Across the country, youngsters are getting up close and personal with gardening, nature and the environment through Project Learning Garden—an initiative of the Atlanta-based Captain Planet Foundation. Founded by Ted Turner and now chaired by his daughter, Laura Turner Seydel, the program supports school gardens in 18 states and is available in the lower 48.
“Project Learning Garden creates onsite learning laboratories for youngsters to understand the origins of food, the environment and nature through gardening,” says Leesa Carter-Jones, executive director of the foundation. “We began with just a handful of schools in Atlanta in 2009. We’ve now grown to help support hands-on garden learning in almost 350 schools across the country.”
These school gardens are made possible by grants from the foundation and funding by the schools’ communities. Regional and national corporate partnerships also support the gardens. For $3,000, a school receives enough materials to create five raised garden beds with organic soil and fertilizer, a lesson supply kit, a mobile cooking cart, a garden tool starter kit and a wagon, plus access to online teacher training.
“The materials are customized by grade level and include best practices for teachers to introduce gardening to their students, while teaching standards in science, math, language arts and more,” Leesa says. “We’ve been able to implement Project Learning Garden across the country without having ‘boots on the ground’ by providing tools that give any elementary school access to the program and its assets.”
The concept takes food production from garden planning and seed planting to tending, watering, harvesting and then preparing the food to sample. The process is hands-on, depending on age. Students are supervised and coached by teachers.

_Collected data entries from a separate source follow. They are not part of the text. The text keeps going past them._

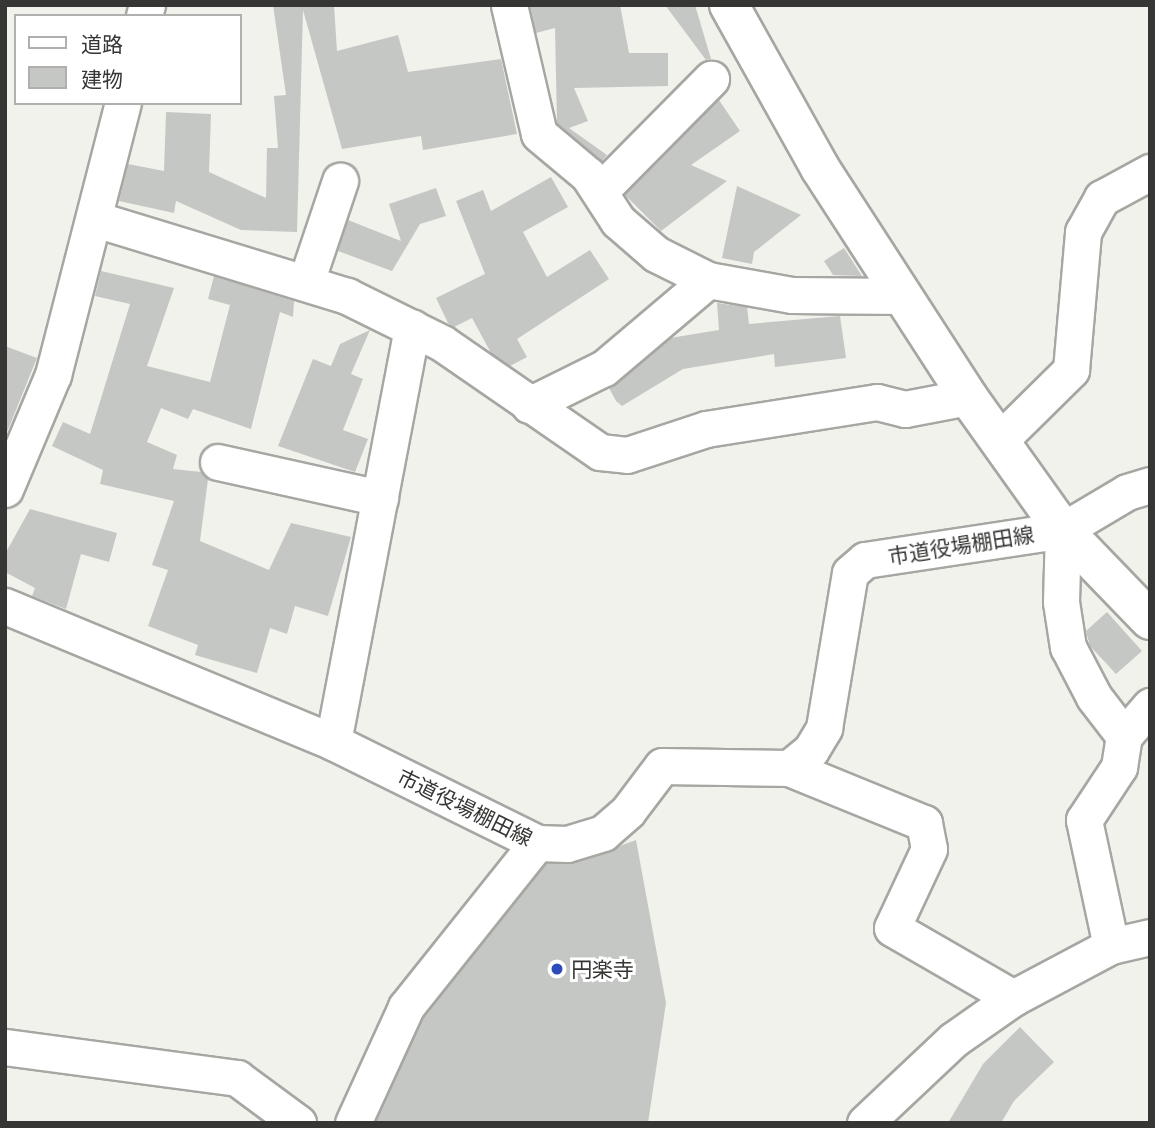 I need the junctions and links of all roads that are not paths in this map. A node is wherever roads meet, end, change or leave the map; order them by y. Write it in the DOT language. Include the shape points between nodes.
graph roads {
  1 [pos="509,5"];
  2 [pos="729,5"];
  3 [pos="711,79"];
  4 [pos="123,105"];
  5 [pos="1150,172"];
  6 [pos="340,181"];
  7 [pos="600,191"];
  8 [pos="95,219"];
  9 [pos="708,280"];
  10 [pos="306,282"];
  11 [pos="903,296"];
  12 [pos="412,327"];
  13 [pos="968,397"];
  14 [pos="529,405"];
  15 [pos="1000,440"];
  16 [pos="218,462"];
  17 [pos="1150,485"];
  18 [pos="5,489"];
  19 [pos="380,498"];
  20 [pos="1063,530"];
  21 [pos="5,606"];
  22 [pos="1150,620"];
  23 [pos="1150,706"];
  24 [pos="1124,736"];
  25 [pos="333,742"];
  26 [pos="789,768"];
  27 [pos="537,843"];
  28 [pos="1150,937"];
  29 [pos="1111,946"];
  30 [pos="1013,998"];
  31 [pos="5,1047"];
  32 [pos="298,1123"];
  33 [pos="353,1123"];
  34 [pos="865,1123"];
  1 -- 7 [label="street" via="539,134"];
  2 -- 11 [label="street" via="820,168"];
  3 -- 7 [label="street"];
  4 -- 8 [label="street"];
  5 -- 15 [label="street" via="1102,198 1083,232 1071,370"];
  6 -- 10 [label="street"];
  7 -- 9 [label="street" via="618,221 656,254"];
  8 -- 10 [label="street"];
  8 -- 18 [label="street" via="53,375"];
  9 -- 11 [label="street" via="792,295"];
  9 -- 14 [label="street" via="604,368"];
  10 -- 12 [label="street"];
  11 -- 13 [label="street"];
  12 -- 14 [label="street"];
  12 -- 19 [label="street"];
  13 -- 14 [label="street" via="940,406 905,409 877,402 706,429 627,455 600,452"];
  13 -- 15 [label="street"];
  15 -- 20 [label="street"];
  16 -- 19 [label="street"];
  17 -- 20 [label="street" via="1126,492"];
  19 -- 25 [label="street"];
  20 -- 22 [label="street"];
  20 -- 24 [label="street" via="1061,602 1068,646 1094,696"];
  20 -- 26 [label="street, 市道役場棚田線" via="865,560 850,573 824,728 811,750"];
  21 -- 25 [label="street, 市道役場棚田線"];
  23 -- 24 [label="street"];
  24 -- 29 [label="street" via="1119,767 1084,820"];
  25 -- 27 [label="street, 市道役場棚田線"];
  26 -- 27 [label="street, 市道役場棚田線" via="662,766 628,811 603,833 567,844"];
  26 -- 30 [label="street" via="924,823 929,849 892,929"];
  27 -- 33 [label="street" via="406,1007"];
  28 -- 29 [label="street"];
  29 -- 30 [label="street"];
  30 -- 34 [label="street" via="953,1040"];
  31 -- 32 [label="street" via="237,1078"];
} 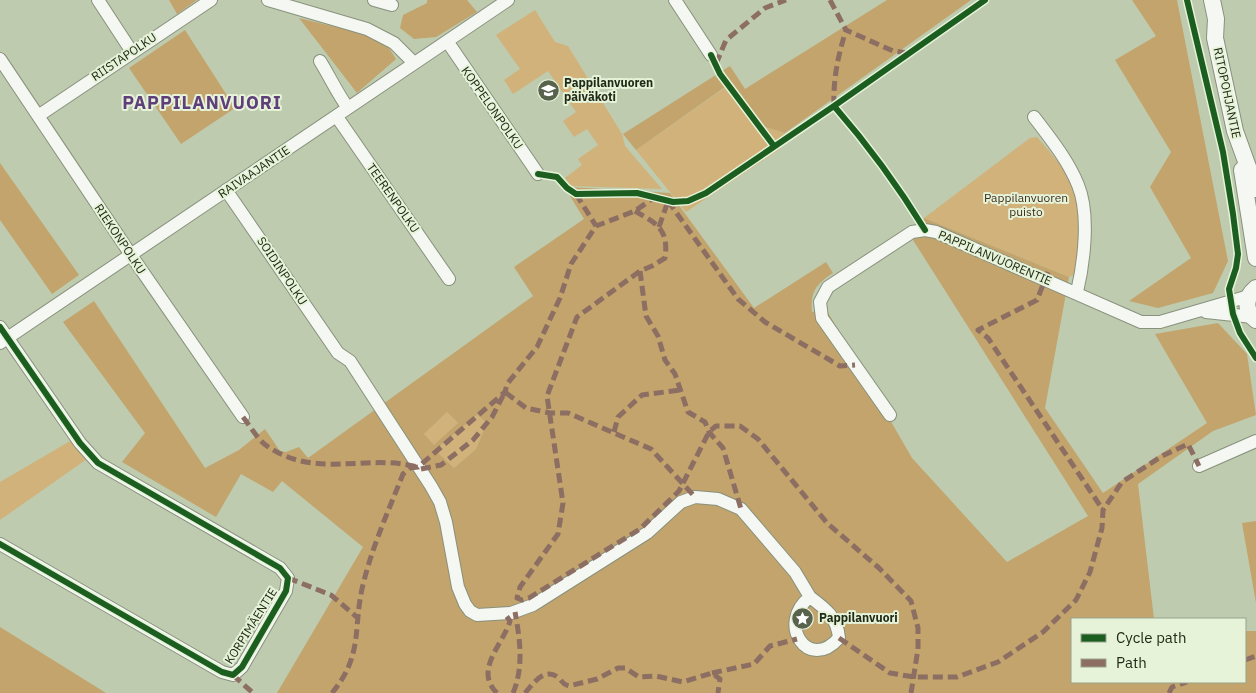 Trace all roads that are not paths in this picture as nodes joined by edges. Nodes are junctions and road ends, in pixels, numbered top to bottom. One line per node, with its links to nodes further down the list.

“Our mobile cooking carts give the students a chance to prepare foods in a healthy way right there in the garden,” Leesa says. “Then they get to sample what they’ve grown. It connects students to nature and their food and helps them broaden their palates alongside their classmates. When one student agrees to try something new, others join in. It’s positive peer pressure. The earlier kids try new foods and learn to make healthy choices, the better their long-term health.
“There’s a great deal of social and emotional learning going on, including cooperation, teamwork, empathy and kindness. Additionally, the gardens provide a strong setting for learning math and science. They’re an excellent way to promote science, technology, engineering and math learning. It’s certainly a win for the schools, the community and, most of all, the students.